━━ DATA EXCERPTS

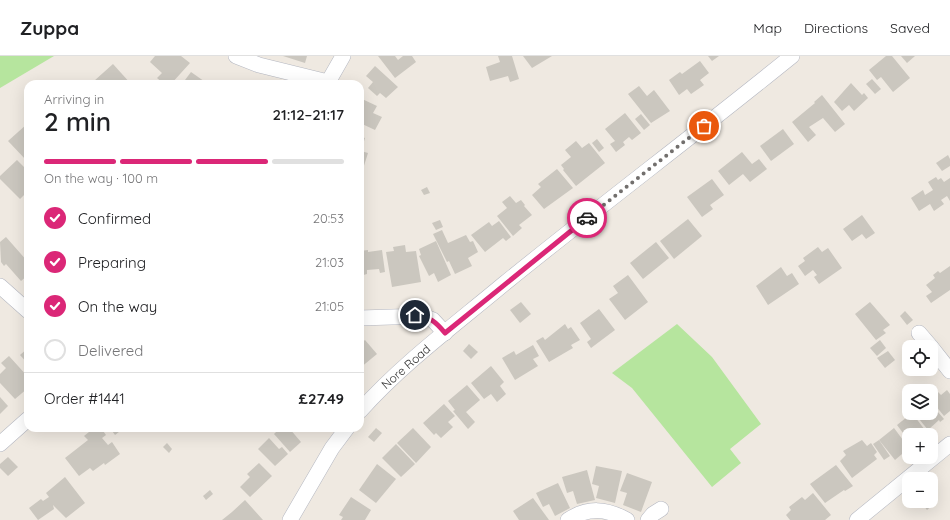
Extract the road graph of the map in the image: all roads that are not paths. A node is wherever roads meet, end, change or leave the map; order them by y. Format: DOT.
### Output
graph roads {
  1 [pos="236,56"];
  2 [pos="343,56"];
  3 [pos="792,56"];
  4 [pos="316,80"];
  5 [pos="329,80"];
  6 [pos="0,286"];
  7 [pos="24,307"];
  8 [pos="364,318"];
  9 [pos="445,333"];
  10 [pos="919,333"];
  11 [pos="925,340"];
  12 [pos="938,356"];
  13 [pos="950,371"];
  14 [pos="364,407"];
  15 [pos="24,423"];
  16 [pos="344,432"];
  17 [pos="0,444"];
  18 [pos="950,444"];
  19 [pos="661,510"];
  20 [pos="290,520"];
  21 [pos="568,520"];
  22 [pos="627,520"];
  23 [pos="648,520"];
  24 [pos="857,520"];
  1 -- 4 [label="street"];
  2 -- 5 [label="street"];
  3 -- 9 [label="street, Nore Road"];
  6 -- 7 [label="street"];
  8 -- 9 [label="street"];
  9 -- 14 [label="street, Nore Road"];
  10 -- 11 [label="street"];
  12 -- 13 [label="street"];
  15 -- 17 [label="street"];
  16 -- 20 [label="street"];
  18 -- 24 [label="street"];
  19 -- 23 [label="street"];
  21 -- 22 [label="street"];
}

━━━━

ACTIVITY ->
Without the pictures, give every line above again exactly.

SOLUTION TO THIS PROBLEM ->
Extract the road graph of the map in the image: all roads that are not paths. A node is wherever roads meet, end, change or leave the map; order them by y. Format: DOT.
### Output
graph roads {
  1 [pos="236,56"];
  2 [pos="343,56"];
  3 [pos="792,56"];
  4 [pos="316,80"];
  5 [pos="329,80"];
  6 [pos="0,286"];
  7 [pos="24,307"];
  8 [pos="364,318"];
  9 [pos="445,333"];
  10 [pos="919,333"];
  11 [pos="925,340"];
  12 [pos="938,356"];
  13 [pos="950,371"];
  14 [pos="364,407"];
  15 [pos="24,423"];
  16 [pos="344,432"];
  17 [pos="0,444"];
  18 [pos="950,444"];
  19 [pos="661,510"];
  20 [pos="290,520"];
  21 [pos="568,520"];
  22 [pos="627,520"];
  23 [pos="648,520"];
  24 [pos="857,520"];
  1 -- 4 [label="street"];
  2 -- 5 [label="street"];
  3 -- 9 [label="street, Nore Road"];
  6 -- 7 [label="street"];
  8 -- 9 [label="street"];
  9 -- 14 [label="street, Nore Road"];
  10 -- 11 [label="street"];
  12 -- 13 [label="street"];
  15 -- 17 [label="street"];
  16 -- 20 [label="street"];
  18 -- 24 [label="street"];
  19 -- 23 [label="street"];
  21 -- 22 [label="street"];
}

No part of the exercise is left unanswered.